Coffee review

The art of dining paper tells the story of my encounter with coffee

Published: 2024-11-03 Author: World Gafei
Last Updated: 2024/11/03, The art of dining paper tells the story of my encounter with coffee

I like coffee so much that I have tea for breakfast: The first cup of the day in particular is so good that I'm afraid I won't be able to properly appreciate it when I am half-asleep. Therefore, I celebrate it two hours later when I am fully conscious.

I must have been 5 when I first discovered the taste of coffee, when I was accidentally given a scoop of coffee ice cream. I was inconsolable: how could grown-ups ruin something as wonderful as ice cream with something as disgusting as coffee?

A few years later I was similarly devastated when my parents announced that for our big summer vacation we would go. . . Hiking.

When I was 10 I still hated coffee, but fell in love with the ritual of making coffee. My parents were thankful enough about me fixing them coffee every morning that they overlooked my first clashes with brewing technology.

At 17 I still suffered from coffee schizophrenia: I loved the concept of coffee, but resented the taste. I decided to cure myself through auto-hazing. Around that time, my parents took me on my first trip to Paris. We arrived by train early in the morning and went straight to a little cafe. I ordered a large cafe au lait and forced down the entire bowl. It worked. Since then I have enjoyed coffee pretty much every day.

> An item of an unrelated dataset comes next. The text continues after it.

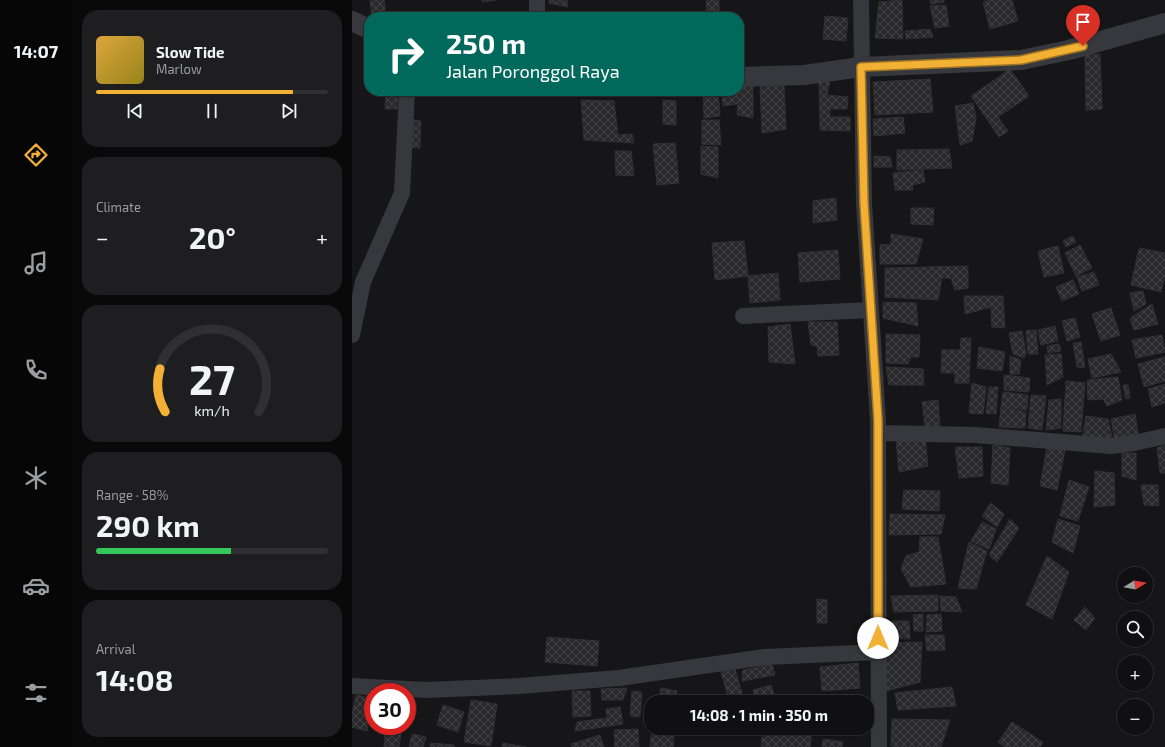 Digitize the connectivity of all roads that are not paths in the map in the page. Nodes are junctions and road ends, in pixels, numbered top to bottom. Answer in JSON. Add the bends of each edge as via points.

When I was 21 I worked as an intern at a magazine. The art director and I would brew a gigantic pot of coffee around 9 a.m. To help us get through the day. The pot would simmer in the coffeemaker, and through evaporation the coffee strengthened noticeably at lunchtime. In the evening hours, the remaining coffee had turned to a black concoction with a stinging smell and tar-like taste. We endured it without flinching.